Gain confidence in your ability to organize a credible and bias-free Title IX investigative report.
The final report that you prepare as Title IX investigator is critical. Not only is it highly visible and under scrutiny by all parties, but the information contained in it should also set the hearing panel up for success and reduce the exposure of litigation. To do this, your top priority is to create a report that is free from investigator bias, accurately represents the facts you gathered from the witnesses, and is well organized. When the stakes are this high, the pressure you feel to get this done might seem overwhelming.
Join us online for this highly interactive four-hour workshop where you’ll learn and practice a five-stage process that will help you gain confidence in your ability to prepare a credible and thorough final investigative report. You will review and analyze a sample report, and your instructor will provide tips and strategies for how to:
- Present your report in a professional way that does not build up or break down any witness testimonies
- Depict the most comprehensive and accurate version of the story, including a thorough examination of witness corroboration and contradictions
- Respond to missing or incomplete components of your policy
Who Should Attend
This training is designed for Title IX Investigators, including Coordinators, who have the formal role of presenting the witness interviews and details of the case in the final report. Witnesses and their Advisors, as well as hearing panelists rely on your ability to document the facts accurately, fairly, and comprehensively. This training will give you the confidence to do just that.

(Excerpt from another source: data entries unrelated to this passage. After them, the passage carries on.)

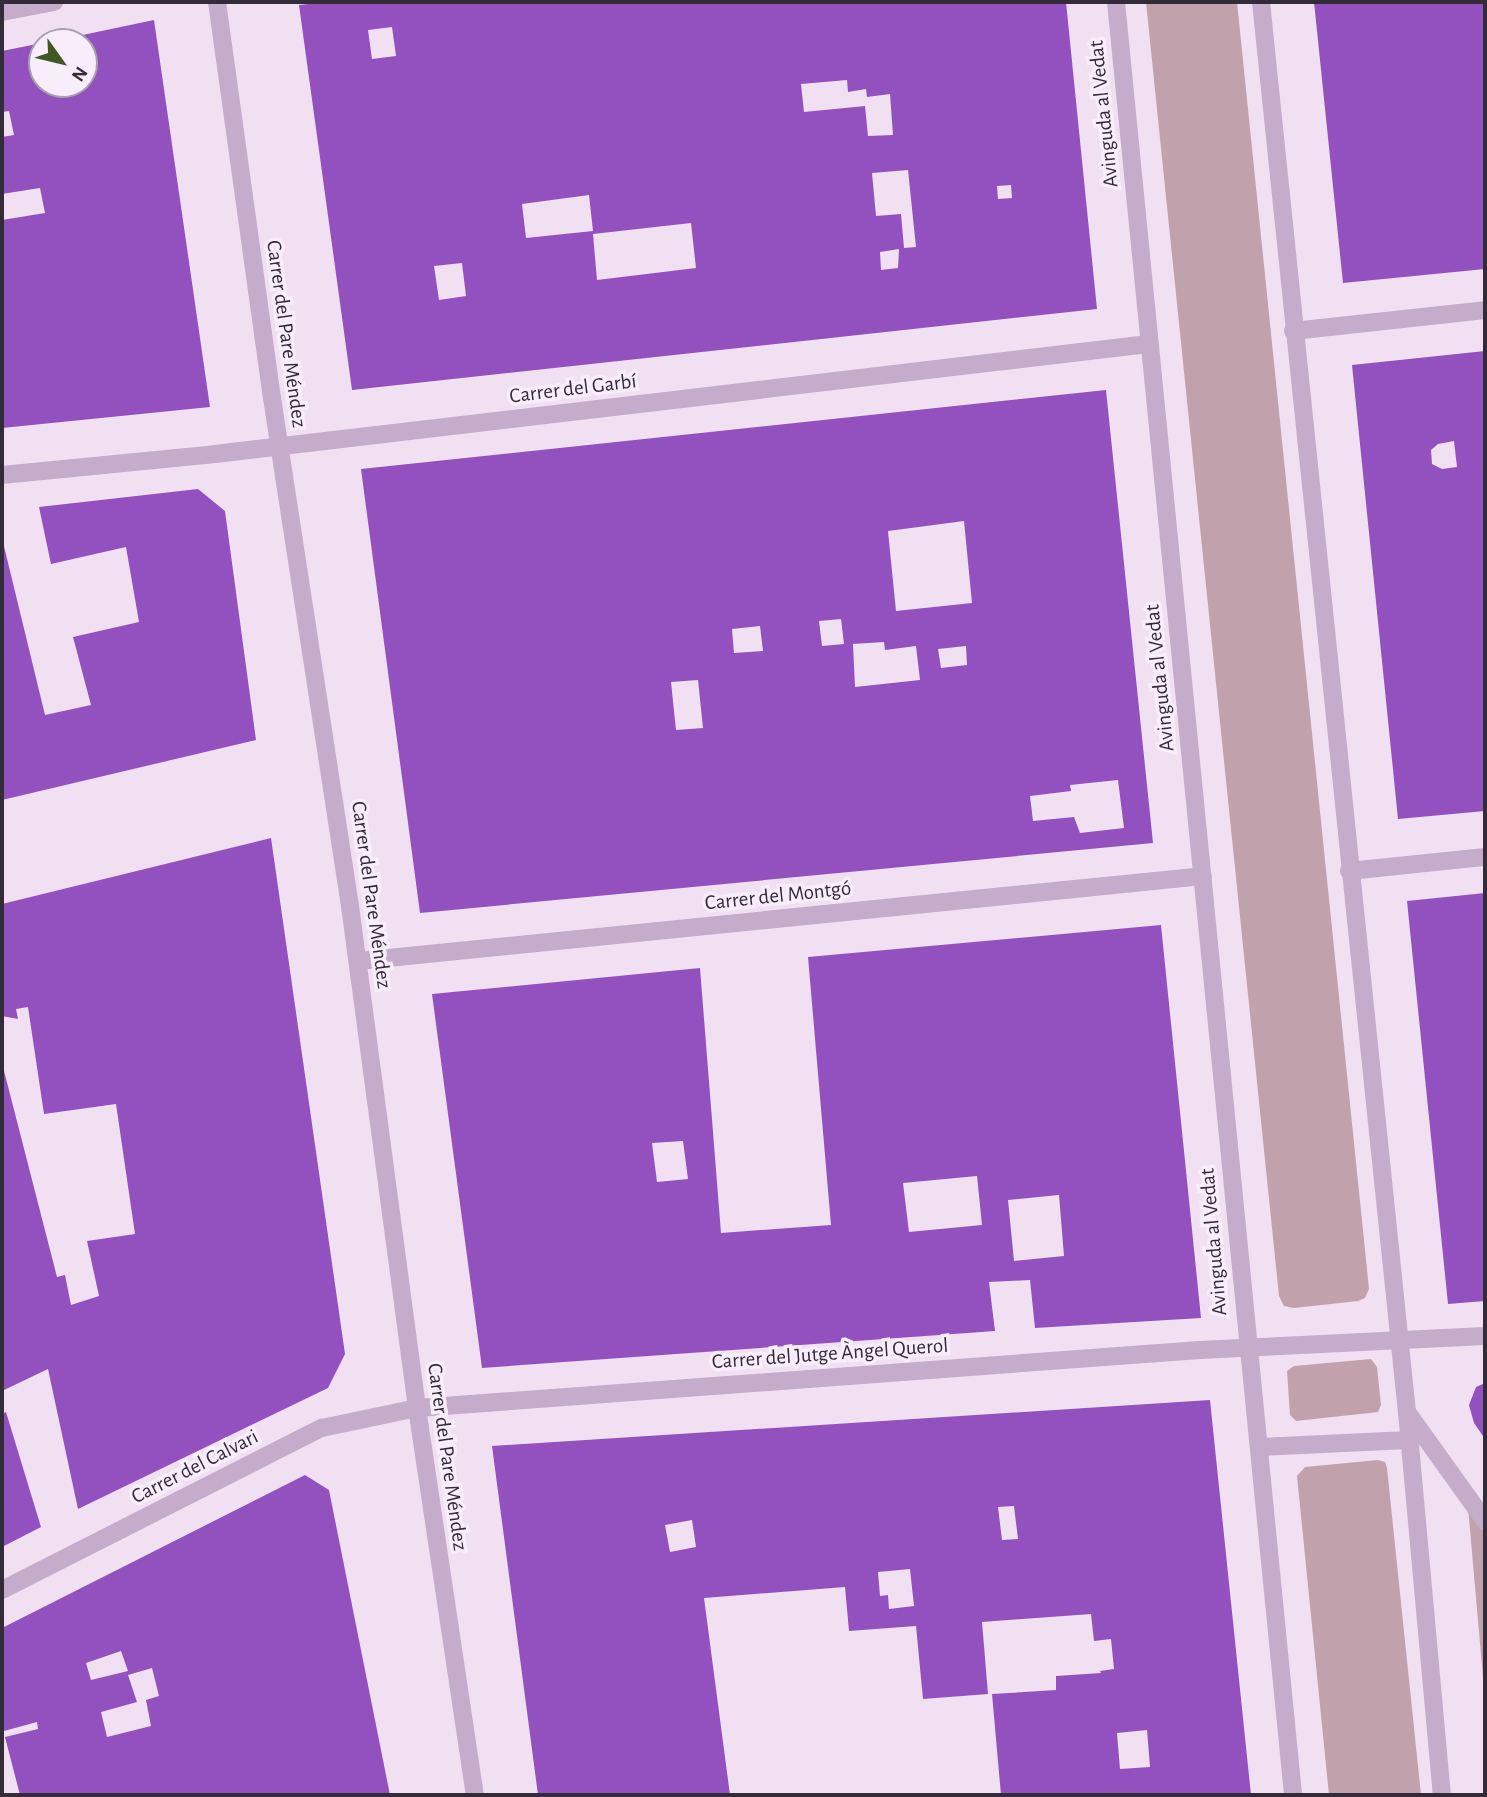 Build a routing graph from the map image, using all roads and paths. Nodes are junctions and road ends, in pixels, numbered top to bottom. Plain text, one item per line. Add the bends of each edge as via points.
1 (54, 2) edge
2 (217, 2) edge
3 (1116, 2) edge
4 (1261, 2) edge
5 (2, 12) edge
6 (1485, 310) edge
7 (1293, 331) junction
8 (1149, 344) junction
9 (280, 444) junction
10 (2, 475) edge
11 (1485, 857) edge
12 (1349, 871) junction
13 (1203, 876) junction
14 (358, 961) junction
15 (1485, 1336) edge
16 (1399, 1341) junction
17 (1247, 1350) junction
18 (416, 1408) junction
19 (1406, 1412) junction
20 (1409, 1440) junction
21 (1259, 1447) junction
22 (1485, 1521) edge
23 (2, 1590) edge
24 (475, 1795) edge
25 (1293, 1795) edge
26 (1442, 1795) edge

1 - 5 street
2 - 9 street, Carrer del Pare Méndez
3 - 8 street, Avinguda al Vedat
4 - 7 street
6 - 7 street
7 - 12 street
8 - 9 street, Carrer del Garbí
8 - 13 street, Avinguda al Vedat
9 - 10 street, Carrer del Garbí
9 - 14 street, Carrer del Pare Méndez
11 - 12 street
12 - 16 street
13 - 14 street, Carrer del Montgó
13 - 17 street, Avinguda al Vedat
14 - 18 street, Carrer del Pare Méndez
15 - 16 street
16 - 17 street
16 - 19 street
17 - 18 street, Carrer del Jutge Àngel Querol
17 - 21 street, Avinguda al Vedat
18 - 23 street, Carrer del Calvari via 322,1428
18 - 24 street, Carrer del Pare Méndez
19 - 20 street
19 - 22 street
20 - 21 street
20 - 26 street
21 - 25 street, Avinguda al Vedat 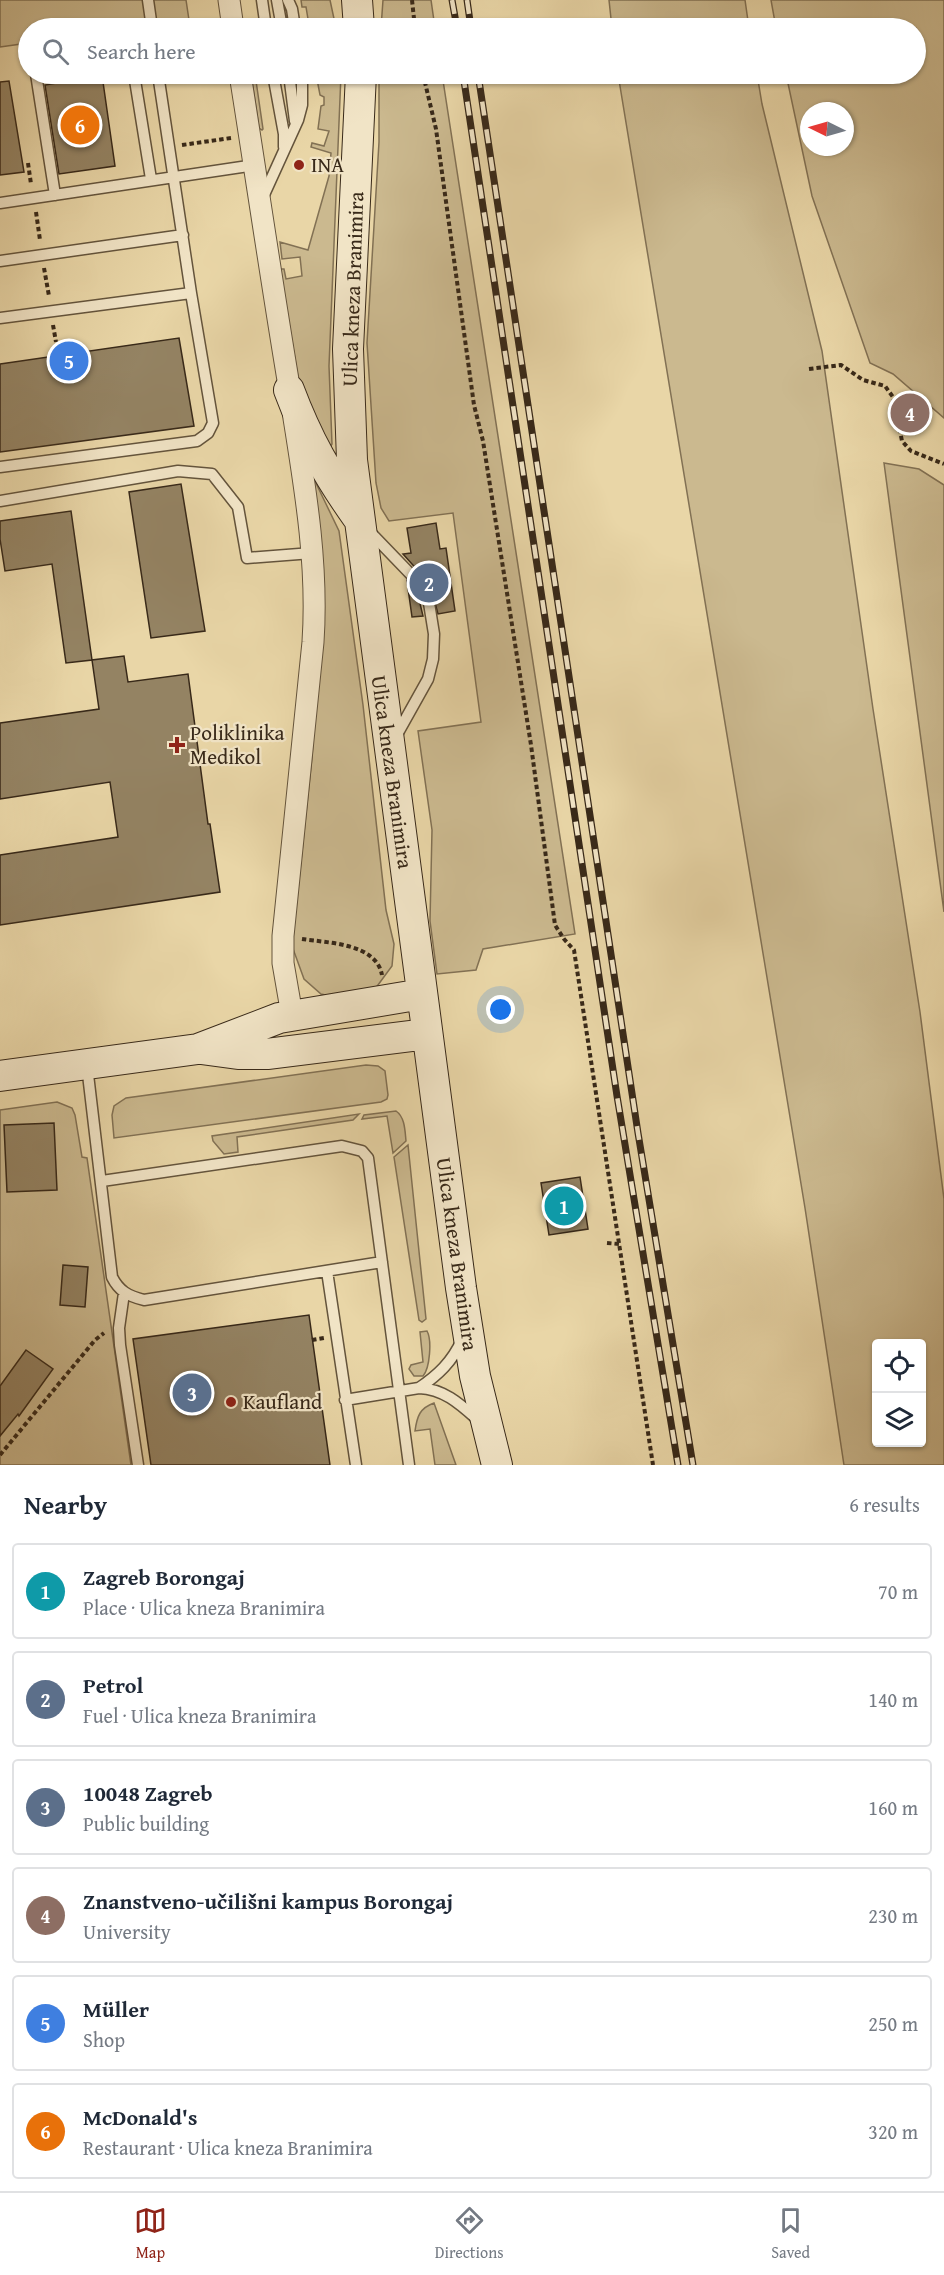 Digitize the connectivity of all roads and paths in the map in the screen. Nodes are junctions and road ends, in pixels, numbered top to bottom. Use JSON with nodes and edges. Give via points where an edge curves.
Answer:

The Academic Impressions Online Learning Experience
Our virtual trainings go far beyond just replicating PowerPoint presentations online: these experiences are intentionally designed to give you the kind of robust and dynamic learning experience you’ve come to expect from Academic Impressions. These trainings provide you with an active learning environment and an online space where you can explore ideas, get inspired by what your peers are doing, and understand the range of possibilities around a certain topic. You will leave these sessions with practical solutions that you can take back to your team or task force.
What you will get:
- A dynamic, interactive, and high-touch virtual learning experience designed to engage and set you up for growth
- Seamless online face-time, networking, group work, and Q&A opportunities from the comfort of your own workspace
- Practical takeaways and hands-on knowledge
- Guidance from vetted subject matter experts
- Unlimited access to all recorded online sessions
1:00 - 5:00 p.m. Eastern
In this four-hour virtual training, our expert instructor will dive deep into the following considerations:
Before you can write your final report, you must first conduct a formal investigation. We will review important principles regarding how an investigation shapes a report and vice versa, allowing you to address and, if possible, eliminate gaps in your final report. We will also explore the requirements and timelines of processing the final report under the new Title IX regulations. You will learn how to:
- Organize evidence for ultimate reference in your report
- Incorporate elements of your policies in your investigation and your report
- Target the collection and analysis of both contradictory and corroborative evidence
We will discuss the following five stages:
- Stage 1: Gathering the Facts
- Stage 2: Writing the Draft Report
- Stage 3: Internal Review
- Stage 4: Witness Review
- Stage 5: Writing the Final Report
To help you apply and practice the five stages, you will review and critique a sample report with your fellow attendees. You will also have an opportunity to ask questions about writing your final investigative report and what steps you must follow according to your own institutional policy.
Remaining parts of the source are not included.